[Collected data entries]
• • • • • • •

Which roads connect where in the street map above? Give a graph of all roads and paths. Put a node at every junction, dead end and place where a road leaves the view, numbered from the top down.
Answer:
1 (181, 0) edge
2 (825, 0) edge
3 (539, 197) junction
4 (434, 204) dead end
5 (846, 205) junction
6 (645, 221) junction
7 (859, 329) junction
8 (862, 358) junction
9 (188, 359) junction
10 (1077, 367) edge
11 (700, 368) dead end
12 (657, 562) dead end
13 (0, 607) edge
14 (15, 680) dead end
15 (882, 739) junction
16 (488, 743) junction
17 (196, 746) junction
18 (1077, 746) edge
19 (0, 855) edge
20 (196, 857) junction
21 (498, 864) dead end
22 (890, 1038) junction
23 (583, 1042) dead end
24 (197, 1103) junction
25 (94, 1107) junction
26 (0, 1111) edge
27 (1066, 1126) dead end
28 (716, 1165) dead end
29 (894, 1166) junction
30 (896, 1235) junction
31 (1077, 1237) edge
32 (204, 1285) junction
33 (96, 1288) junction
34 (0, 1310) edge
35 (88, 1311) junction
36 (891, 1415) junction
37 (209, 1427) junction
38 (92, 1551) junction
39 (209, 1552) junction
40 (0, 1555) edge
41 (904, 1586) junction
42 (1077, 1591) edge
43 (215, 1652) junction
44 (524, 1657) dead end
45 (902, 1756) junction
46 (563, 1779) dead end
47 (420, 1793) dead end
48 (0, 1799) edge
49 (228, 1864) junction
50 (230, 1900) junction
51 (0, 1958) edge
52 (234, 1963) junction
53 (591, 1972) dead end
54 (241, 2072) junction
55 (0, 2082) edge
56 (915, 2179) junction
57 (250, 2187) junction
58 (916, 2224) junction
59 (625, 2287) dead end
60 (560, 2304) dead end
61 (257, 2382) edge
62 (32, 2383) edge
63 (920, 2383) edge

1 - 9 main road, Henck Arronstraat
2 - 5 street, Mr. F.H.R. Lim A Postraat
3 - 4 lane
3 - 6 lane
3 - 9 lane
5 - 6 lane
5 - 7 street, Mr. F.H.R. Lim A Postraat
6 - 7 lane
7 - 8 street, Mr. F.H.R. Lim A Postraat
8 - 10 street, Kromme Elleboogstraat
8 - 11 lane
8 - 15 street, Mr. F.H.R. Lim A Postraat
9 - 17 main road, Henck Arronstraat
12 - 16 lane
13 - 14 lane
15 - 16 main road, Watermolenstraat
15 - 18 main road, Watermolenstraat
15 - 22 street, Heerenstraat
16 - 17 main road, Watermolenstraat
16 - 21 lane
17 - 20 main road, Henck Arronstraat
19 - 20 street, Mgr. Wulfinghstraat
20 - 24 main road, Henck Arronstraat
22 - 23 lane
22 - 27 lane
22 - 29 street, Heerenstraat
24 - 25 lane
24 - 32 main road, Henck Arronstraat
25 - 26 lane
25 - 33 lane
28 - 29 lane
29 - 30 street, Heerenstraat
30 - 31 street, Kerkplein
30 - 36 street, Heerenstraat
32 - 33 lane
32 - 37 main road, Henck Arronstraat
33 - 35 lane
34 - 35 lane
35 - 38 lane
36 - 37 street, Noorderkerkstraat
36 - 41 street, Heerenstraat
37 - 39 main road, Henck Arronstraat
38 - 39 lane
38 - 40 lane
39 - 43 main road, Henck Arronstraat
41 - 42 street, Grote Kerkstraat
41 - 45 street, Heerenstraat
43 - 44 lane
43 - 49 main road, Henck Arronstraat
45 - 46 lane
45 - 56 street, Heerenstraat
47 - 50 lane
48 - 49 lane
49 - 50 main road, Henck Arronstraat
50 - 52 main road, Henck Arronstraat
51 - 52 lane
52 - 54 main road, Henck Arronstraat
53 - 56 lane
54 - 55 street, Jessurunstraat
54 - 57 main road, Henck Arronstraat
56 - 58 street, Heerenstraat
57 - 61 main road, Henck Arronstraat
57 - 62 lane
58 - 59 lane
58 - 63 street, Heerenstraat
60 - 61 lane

• • • • • • •

> _Instructions for the task_: Quote the data above in full, changing nothing.

> _Result_:
Which roads connect where in the street map above? Give a graph of all roads and paths. Put a node at every junction, dead end and place where a road leaves the view, numbered from the top down.
Answer:
1 (181, 0) edge
2 (825, 0) edge
3 (539, 197) junction
4 (434, 204) dead end
5 (846, 205) junction
6 (645, 221) junction
7 (859, 329) junction
8 (862, 358) junction
9 (188, 359) junction
10 (1077, 367) edge
11 (700, 368) dead end
12 (657, 562) dead end
13 (0, 607) edge
14 (15, 680) dead end
15 (882, 739) junction
16 (488, 743) junction
17 (196, 746) junction
18 (1077, 746) edge
19 (0, 855) edge
20 (196, 857) junction
21 (498, 864) dead end
22 (890, 1038) junction
23 (583, 1042) dead end
24 (197, 1103) junction
25 (94, 1107) junction
26 (0, 1111) edge
27 (1066, 1126) dead end
28 (716, 1165) dead end
29 (894, 1166) junction
30 (896, 1235) junction
31 (1077, 1237) edge
32 (204, 1285) junction
33 (96, 1288) junction
34 (0, 1310) edge
35 (88, 1311) junction
36 (891, 1415) junction
37 (209, 1427) junction
38 (92, 1551) junction
39 (209, 1552) junction
40 (0, 1555) edge
41 (904, 1586) junction
42 (1077, 1591) edge
43 (215, 1652) junction
44 (524, 1657) dead end
45 (902, 1756) junction
46 (563, 1779) dead end
47 (420, 1793) dead end
48 (0, 1799) edge
49 (228, 1864) junction
50 (230, 1900) junction
51 (0, 1958) edge
52 (234, 1963) junction
53 (591, 1972) dead end
54 (241, 2072) junction
55 (0, 2082) edge
56 (915, 2179) junction
57 (250, 2187) junction
58 (916, 2224) junction
59 (625, 2287) dead end
60 (560, 2304) dead end
61 (257, 2382) edge
62 (32, 2383) edge
63 (920, 2383) edge

1 - 9 main road, Henck Arronstraat
2 - 5 street, Mr. F.H.R. Lim A Postraat
3 - 4 lane
3 - 6 lane
3 - 9 lane
5 - 6 lane
5 - 7 street, Mr. F.H.R. Lim A Postraat
6 - 7 lane
7 - 8 street, Mr. F.H.R. Lim A Postraat
8 - 10 street, Kromme Elleboogstraat
8 - 11 lane
8 - 15 street, Mr. F.H.R. Lim A Postraat
9 - 17 main road, Henck Arronstraat
12 - 16 lane
13 - 14 lane
15 - 16 main road, Watermolenstraat
15 - 18 main road, Watermolenstraat
15 - 22 street, Heerenstraat
16 - 17 main road, Watermolenstraat
16 - 21 lane
17 - 20 main road, Henck Arronstraat
19 - 20 street, Mgr. Wulfinghstraat
20 - 24 main road, Henck Arronstraat
22 - 23 lane
22 - 27 lane
22 - 29 street, Heerenstraat
24 - 25 lane
24 - 32 main road, Henck Arronstraat
25 - 26 lane
25 - 33 lane
28 - 29 lane
29 - 30 street, Heerenstraat
30 - 31 street, Kerkplein
30 - 36 street, Heerenstraat
32 - 33 lane
32 - 37 main road, Henck Arronstraat
33 - 35 lane
34 - 35 lane
35 - 38 lane
36 - 37 street, Noorderkerkstraat
36 - 41 street, Heerenstraat
37 - 39 main road, Henck Arronstraat
38 - 39 lane
38 - 40 lane
39 - 43 main road, Henck Arronstraat
41 - 42 street, Grote Kerkstraat
41 - 45 street, Heerenstraat
43 - 44 lane
43 - 49 main road, Henck Arronstraat
45 - 46 lane
45 - 56 street, Heerenstraat
47 - 50 lane
48 - 49 lane
49 - 50 main road, Henck Arronstraat
50 - 52 main road, Henck Arronstraat
51 - 52 lane
52 - 54 main road, Henck Arronstraat
53 - 56 lane
54 - 55 street, Jessurunstraat
54 - 57 main road, Henck Arronstraat
56 - 58 street, Heerenstraat
57 - 61 main road, Henck Arronstraat
57 - 62 lane
58 - 59 lane
58 - 63 street, Heerenstraat
60 - 61 lane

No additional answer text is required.